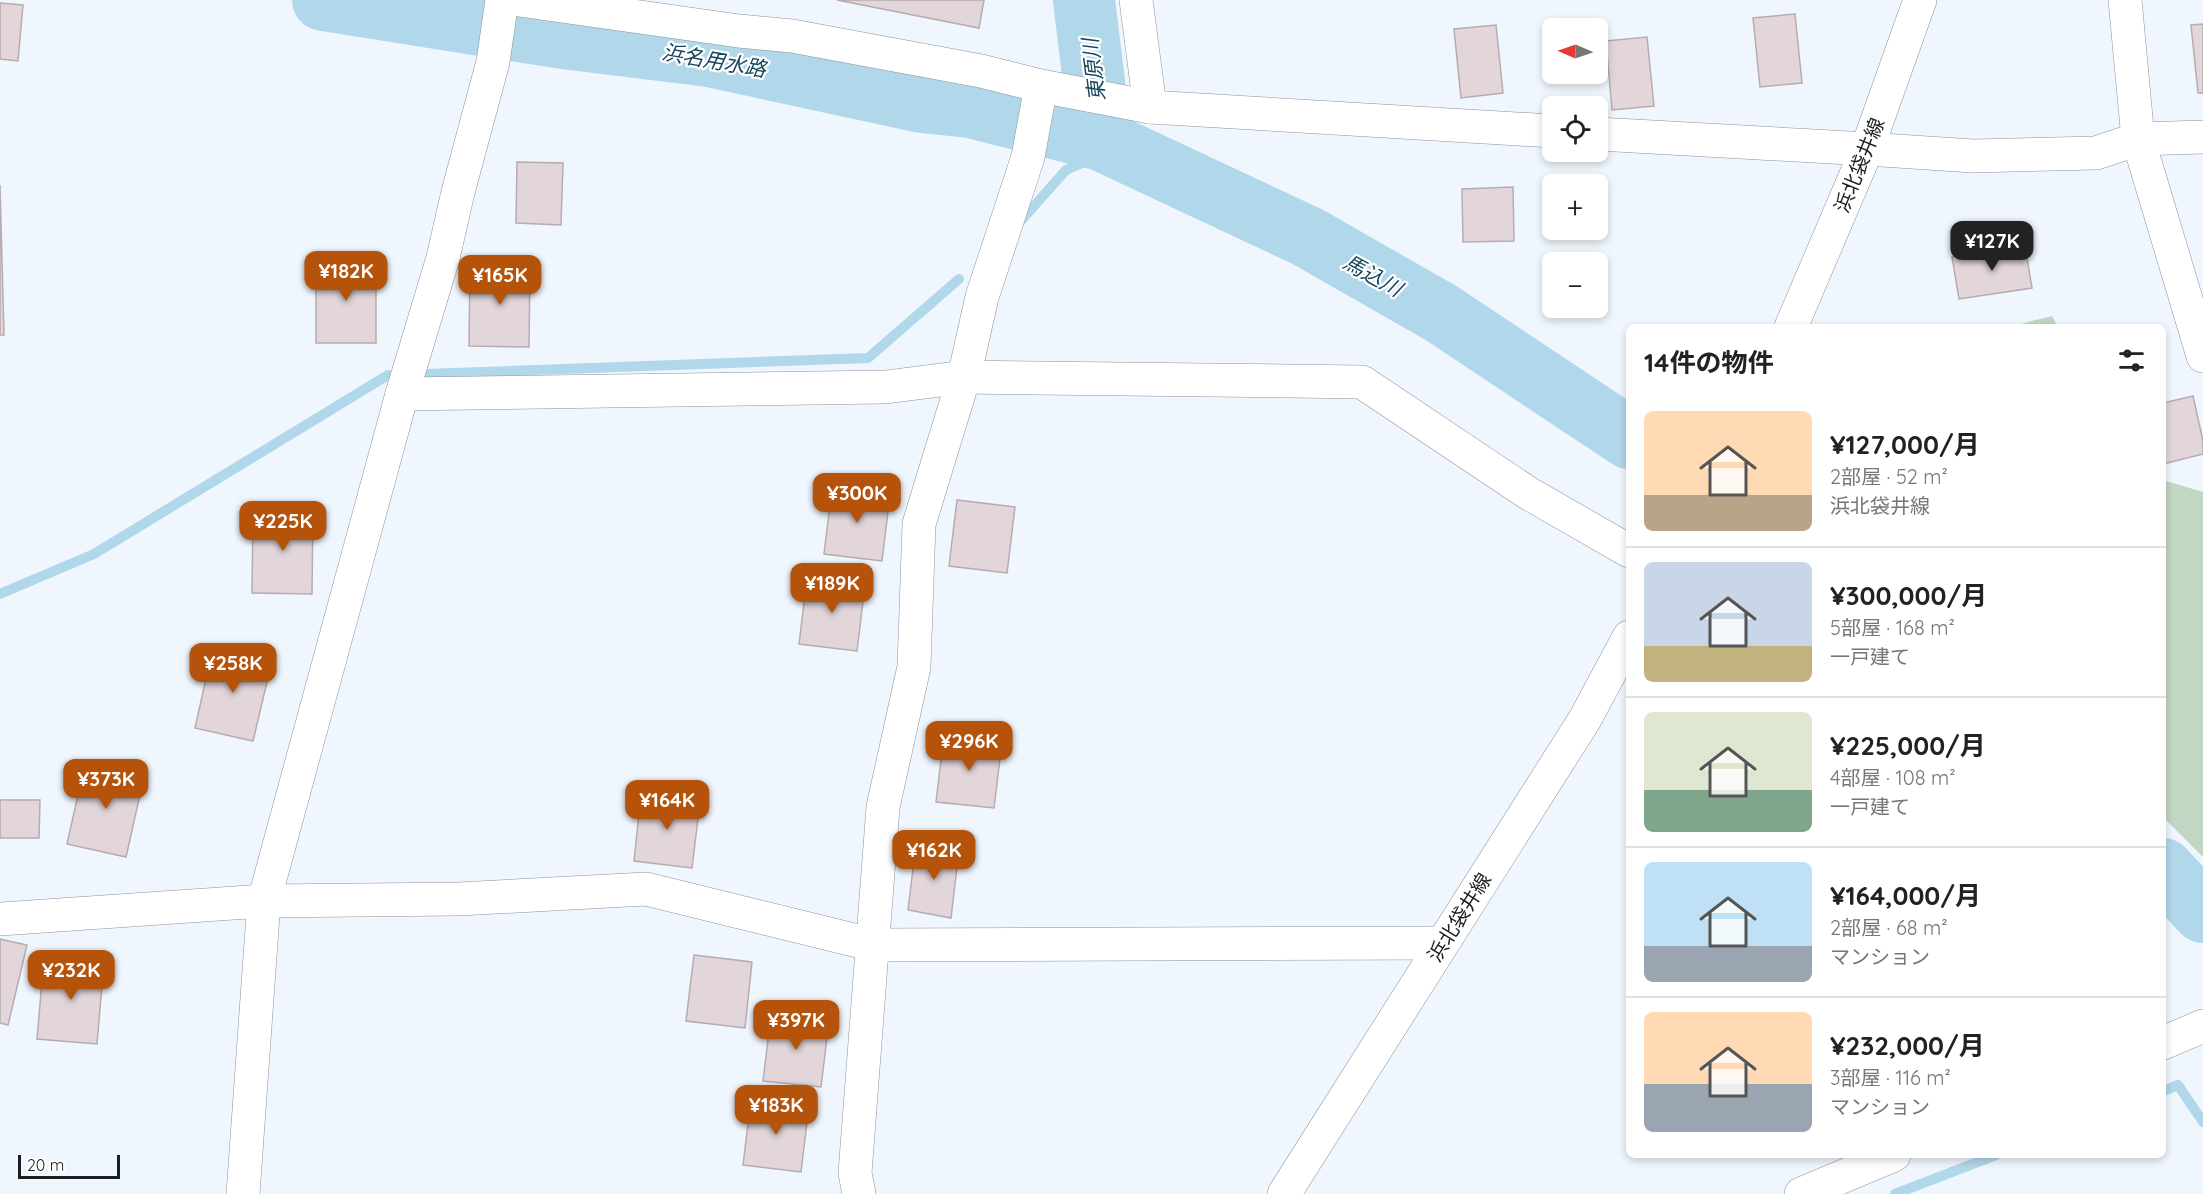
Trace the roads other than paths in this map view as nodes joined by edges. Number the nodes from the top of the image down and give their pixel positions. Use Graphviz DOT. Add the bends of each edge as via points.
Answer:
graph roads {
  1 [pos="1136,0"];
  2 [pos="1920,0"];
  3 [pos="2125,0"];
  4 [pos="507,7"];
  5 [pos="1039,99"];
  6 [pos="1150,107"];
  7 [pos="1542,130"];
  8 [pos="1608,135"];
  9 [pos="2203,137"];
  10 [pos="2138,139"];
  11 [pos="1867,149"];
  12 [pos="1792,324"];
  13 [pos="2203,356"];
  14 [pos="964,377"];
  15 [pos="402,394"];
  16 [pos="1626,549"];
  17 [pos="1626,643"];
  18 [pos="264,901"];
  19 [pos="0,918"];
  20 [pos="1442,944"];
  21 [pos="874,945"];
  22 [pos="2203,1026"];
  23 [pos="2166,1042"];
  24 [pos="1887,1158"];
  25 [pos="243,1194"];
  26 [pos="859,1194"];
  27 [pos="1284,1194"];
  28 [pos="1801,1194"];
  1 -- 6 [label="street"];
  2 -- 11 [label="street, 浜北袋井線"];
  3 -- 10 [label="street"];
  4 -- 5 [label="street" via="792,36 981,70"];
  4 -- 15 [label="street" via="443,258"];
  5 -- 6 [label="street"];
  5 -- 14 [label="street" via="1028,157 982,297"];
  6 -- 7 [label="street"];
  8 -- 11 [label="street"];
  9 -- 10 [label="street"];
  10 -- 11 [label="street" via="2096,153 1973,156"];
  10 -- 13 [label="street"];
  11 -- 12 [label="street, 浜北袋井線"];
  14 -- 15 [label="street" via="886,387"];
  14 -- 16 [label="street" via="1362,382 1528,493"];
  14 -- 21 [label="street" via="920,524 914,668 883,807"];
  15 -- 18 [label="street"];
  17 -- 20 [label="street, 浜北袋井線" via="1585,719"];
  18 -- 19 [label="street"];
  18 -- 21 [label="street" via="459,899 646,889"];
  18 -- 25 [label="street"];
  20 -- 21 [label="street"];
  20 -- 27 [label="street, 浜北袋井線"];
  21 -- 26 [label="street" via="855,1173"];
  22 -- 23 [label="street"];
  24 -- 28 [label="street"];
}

* * * *

_Your goal:_ Only the lines containing the word "浜北袋井線" should be returned from the data above.

_Written response:_
  2 -- 11 [label="street, 浜北袋井線"];
  11 -- 12 [label="street, 浜北袋井線"];
  17 -- 20 [label="street, 浜北袋井線" via="1585,719"];
  20 -- 27 [label="street, 浜北袋井線"];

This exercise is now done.